### Saved data entries
___

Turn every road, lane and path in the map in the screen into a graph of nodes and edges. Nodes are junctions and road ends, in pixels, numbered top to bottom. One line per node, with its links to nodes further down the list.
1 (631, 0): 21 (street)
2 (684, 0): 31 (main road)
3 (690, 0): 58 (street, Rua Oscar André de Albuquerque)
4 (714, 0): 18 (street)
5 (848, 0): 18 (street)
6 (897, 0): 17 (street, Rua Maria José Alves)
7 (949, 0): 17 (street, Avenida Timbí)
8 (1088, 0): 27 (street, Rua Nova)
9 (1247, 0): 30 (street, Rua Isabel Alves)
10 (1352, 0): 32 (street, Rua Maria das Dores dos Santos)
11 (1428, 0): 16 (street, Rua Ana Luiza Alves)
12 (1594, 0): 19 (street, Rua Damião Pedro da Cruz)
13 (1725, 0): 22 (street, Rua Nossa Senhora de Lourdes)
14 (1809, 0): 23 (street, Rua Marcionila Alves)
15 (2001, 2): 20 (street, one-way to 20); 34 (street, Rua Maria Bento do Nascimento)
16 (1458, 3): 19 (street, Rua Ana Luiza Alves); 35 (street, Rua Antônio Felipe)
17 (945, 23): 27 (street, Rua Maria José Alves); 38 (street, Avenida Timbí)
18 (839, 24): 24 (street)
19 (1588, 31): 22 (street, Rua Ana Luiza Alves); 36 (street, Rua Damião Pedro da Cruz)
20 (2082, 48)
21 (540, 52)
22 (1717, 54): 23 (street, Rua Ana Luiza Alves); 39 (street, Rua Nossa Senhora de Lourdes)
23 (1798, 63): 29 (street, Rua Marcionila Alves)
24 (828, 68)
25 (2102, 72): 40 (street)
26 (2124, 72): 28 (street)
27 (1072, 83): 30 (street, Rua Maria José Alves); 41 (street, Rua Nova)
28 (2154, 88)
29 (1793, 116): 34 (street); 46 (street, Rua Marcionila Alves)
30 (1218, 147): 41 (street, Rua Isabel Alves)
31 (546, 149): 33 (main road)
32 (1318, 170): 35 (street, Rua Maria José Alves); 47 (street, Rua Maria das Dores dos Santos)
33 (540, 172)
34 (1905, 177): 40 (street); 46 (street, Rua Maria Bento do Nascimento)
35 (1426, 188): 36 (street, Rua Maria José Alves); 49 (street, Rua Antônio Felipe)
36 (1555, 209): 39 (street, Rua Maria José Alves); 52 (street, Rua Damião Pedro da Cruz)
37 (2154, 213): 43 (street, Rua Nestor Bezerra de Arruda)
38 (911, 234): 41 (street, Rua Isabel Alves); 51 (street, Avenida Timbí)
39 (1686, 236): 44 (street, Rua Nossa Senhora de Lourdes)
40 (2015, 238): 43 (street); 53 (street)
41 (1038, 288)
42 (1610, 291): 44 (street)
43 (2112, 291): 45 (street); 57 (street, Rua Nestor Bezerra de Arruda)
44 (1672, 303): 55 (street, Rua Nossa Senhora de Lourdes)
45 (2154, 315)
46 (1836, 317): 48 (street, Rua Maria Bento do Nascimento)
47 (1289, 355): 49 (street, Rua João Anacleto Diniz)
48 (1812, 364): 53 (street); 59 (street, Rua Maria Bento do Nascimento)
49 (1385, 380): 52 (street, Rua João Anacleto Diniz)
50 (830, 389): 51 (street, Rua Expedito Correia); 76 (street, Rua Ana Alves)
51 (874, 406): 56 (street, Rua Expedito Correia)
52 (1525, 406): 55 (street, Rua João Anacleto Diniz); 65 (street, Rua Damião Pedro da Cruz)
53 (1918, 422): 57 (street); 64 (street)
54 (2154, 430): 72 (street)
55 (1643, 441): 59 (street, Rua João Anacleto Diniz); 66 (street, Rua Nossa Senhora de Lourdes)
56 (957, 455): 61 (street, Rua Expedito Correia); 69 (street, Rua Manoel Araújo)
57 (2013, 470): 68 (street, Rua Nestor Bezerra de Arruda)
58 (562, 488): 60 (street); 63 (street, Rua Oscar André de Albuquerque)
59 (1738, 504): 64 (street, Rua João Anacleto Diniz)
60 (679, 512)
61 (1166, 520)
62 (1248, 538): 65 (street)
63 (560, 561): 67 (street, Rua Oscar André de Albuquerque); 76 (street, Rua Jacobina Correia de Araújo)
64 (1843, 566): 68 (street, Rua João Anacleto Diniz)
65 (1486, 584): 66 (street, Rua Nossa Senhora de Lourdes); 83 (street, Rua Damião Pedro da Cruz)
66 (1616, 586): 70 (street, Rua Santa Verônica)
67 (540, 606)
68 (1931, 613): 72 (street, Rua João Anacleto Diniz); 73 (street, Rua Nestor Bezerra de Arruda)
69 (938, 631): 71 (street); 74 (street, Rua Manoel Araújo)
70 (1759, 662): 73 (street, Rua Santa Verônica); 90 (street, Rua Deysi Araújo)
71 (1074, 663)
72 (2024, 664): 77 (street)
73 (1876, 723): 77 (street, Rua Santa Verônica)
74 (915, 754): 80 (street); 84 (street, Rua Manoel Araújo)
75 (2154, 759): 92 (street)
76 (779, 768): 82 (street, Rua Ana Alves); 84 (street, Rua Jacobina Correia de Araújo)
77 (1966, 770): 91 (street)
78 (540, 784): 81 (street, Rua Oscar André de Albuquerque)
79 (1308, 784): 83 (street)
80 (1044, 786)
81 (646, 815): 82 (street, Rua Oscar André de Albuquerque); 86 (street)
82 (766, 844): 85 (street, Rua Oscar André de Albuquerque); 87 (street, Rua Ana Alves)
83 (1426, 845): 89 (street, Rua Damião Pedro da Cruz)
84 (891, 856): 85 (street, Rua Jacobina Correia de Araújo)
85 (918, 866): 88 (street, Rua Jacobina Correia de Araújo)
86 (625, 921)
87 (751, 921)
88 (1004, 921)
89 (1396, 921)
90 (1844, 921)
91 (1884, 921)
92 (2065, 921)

___

### Your task
Show the data once more, exactly as it was written.

### Result below
Turn every road, lane and path in the map in the screen into a graph of nodes and edges. Nodes are junctions and road ends, in pixels, numbered top to bottom. One line per node, with its links to nodes further down the list.
1 (631, 0): 21 (street)
2 (684, 0): 31 (main road)
3 (690, 0): 58 (street, Rua Oscar André de Albuquerque)
4 (714, 0): 18 (street)
5 (848, 0): 18 (street)
6 (897, 0): 17 (street, Rua Maria José Alves)
7 (949, 0): 17 (street, Avenida Timbí)
8 (1088, 0): 27 (street, Rua Nova)
9 (1247, 0): 30 (street, Rua Isabel Alves)
10 (1352, 0): 32 (street, Rua Maria das Dores dos Santos)
11 (1428, 0): 16 (street, Rua Ana Luiza Alves)
12 (1594, 0): 19 (street, Rua Damião Pedro da Cruz)
13 (1725, 0): 22 (street, Rua Nossa Senhora de Lourdes)
14 (1809, 0): 23 (street, Rua Marcionila Alves)
15 (2001, 2): 20 (street, one-way to 20); 34 (street, Rua Maria Bento do Nascimento)
16 (1458, 3): 19 (street, Rua Ana Luiza Alves); 35 (street, Rua Antônio Felipe)
17 (945, 23): 27 (street, Rua Maria José Alves); 38 (street, Avenida Timbí)
18 (839, 24): 24 (street)
19 (1588, 31): 22 (street, Rua Ana Luiza Alves); 36 (street, Rua Damião Pedro da Cruz)
20 (2082, 48)
21 (540, 52)
22 (1717, 54): 23 (street, Rua Ana Luiza Alves); 39 (street, Rua Nossa Senhora de Lourdes)
23 (1798, 63): 29 (street, Rua Marcionila Alves)
24 (828, 68)
25 (2102, 72): 40 (street)
26 (2124, 72): 28 (street)
27 (1072, 83): 30 (street, Rua Maria José Alves); 41 (street, Rua Nova)
28 (2154, 88)
29 (1793, 116): 34 (street); 46 (street, Rua Marcionila Alves)
30 (1218, 147): 41 (street, Rua Isabel Alves)
31 (546, 149): 33 (main road)
32 (1318, 170): 35 (street, Rua Maria José Alves); 47 (street, Rua Maria das Dores dos Santos)
33 (540, 172)
34 (1905, 177): 40 (street); 46 (street, Rua Maria Bento do Nascimento)
35 (1426, 188): 36 (street, Rua Maria José Alves); 49 (street, Rua Antônio Felipe)
36 (1555, 209): 39 (street, Rua Maria José Alves); 52 (street, Rua Damião Pedro da Cruz)
37 (2154, 213): 43 (street, Rua Nestor Bezerra de Arruda)
38 (911, 234): 41 (street, Rua Isabel Alves); 51 (street, Avenida Timbí)
39 (1686, 236): 44 (street, Rua Nossa Senhora de Lourdes)
40 (2015, 238): 43 (street); 53 (street)
41 (1038, 288)
42 (1610, 291): 44 (street)
43 (2112, 291): 45 (street); 57 (street, Rua Nestor Bezerra de Arruda)
44 (1672, 303): 55 (street, Rua Nossa Senhora de Lourdes)
45 (2154, 315)
46 (1836, 317): 48 (street, Rua Maria Bento do Nascimento)
47 (1289, 355): 49 (street, Rua João Anacleto Diniz)
48 (1812, 364): 53 (street); 59 (street, Rua Maria Bento do Nascimento)
49 (1385, 380): 52 (street, Rua João Anacleto Diniz)
50 (830, 389): 51 (street, Rua Expedito Correia); 76 (street, Rua Ana Alves)
51 (874, 406): 56 (street, Rua Expedito Correia)
52 (1525, 406): 55 (street, Rua João Anacleto Diniz); 65 (street, Rua Damião Pedro da Cruz)
53 (1918, 422): 57 (street); 64 (street)
54 (2154, 430): 72 (street)
55 (1643, 441): 59 (street, Rua João Anacleto Diniz); 66 (street, Rua Nossa Senhora de Lourdes)
56 (957, 455): 61 (street, Rua Expedito Correia); 69 (street, Rua Manoel Araújo)
57 (2013, 470): 68 (street, Rua Nestor Bezerra de Arruda)
58 (562, 488): 60 (street); 63 (street, Rua Oscar André de Albuquerque)
59 (1738, 504): 64 (street, Rua João Anacleto Diniz)
60 (679, 512)
61 (1166, 520)
62 (1248, 538): 65 (street)
63 (560, 561): 67 (street, Rua Oscar André de Albuquerque); 76 (street, Rua Jacobina Correia de Araújo)
64 (1843, 566): 68 (street, Rua João Anacleto Diniz)
65 (1486, 584): 66 (street, Rua Nossa Senhora de Lourdes); 83 (street, Rua Damião Pedro da Cruz)
66 (1616, 586): 70 (street, Rua Santa Verônica)
67 (540, 606)
68 (1931, 613): 72 (street, Rua João Anacleto Diniz); 73 (street, Rua Nestor Bezerra de Arruda)
69 (938, 631): 71 (street); 74 (street, Rua Manoel Araújo)
70 (1759, 662): 73 (street, Rua Santa Verônica); 90 (street, Rua Deysi Araújo)
71 (1074, 663)
72 (2024, 664): 77 (street)
73 (1876, 723): 77 (street, Rua Santa Verônica)
74 (915, 754): 80 (street); 84 (street, Rua Manoel Araújo)
75 (2154, 759): 92 (street)
76 (779, 768): 82 (street, Rua Ana Alves); 84 (street, Rua Jacobina Correia de Araújo)
77 (1966, 770): 91 (street)
78 (540, 784): 81 (street, Rua Oscar André de Albuquerque)
79 (1308, 784): 83 (street)
80 (1044, 786)
81 (646, 815): 82 (street, Rua Oscar André de Albuquerque); 86 (street)
82 (766, 844): 85 (street, Rua Oscar André de Albuquerque); 87 (street, Rua Ana Alves)
83 (1426, 845): 89 (street, Rua Damião Pedro da Cruz)
84 (891, 856): 85 (street, Rua Jacobina Correia de Araújo)
85 (918, 866): 88 (street, Rua Jacobina Correia de Araújo)
86 (625, 921)
87 (751, 921)
88 (1004, 921)
89 (1396, 921)
90 (1844, 921)
91 (1884, 921)
92 (2065, 921)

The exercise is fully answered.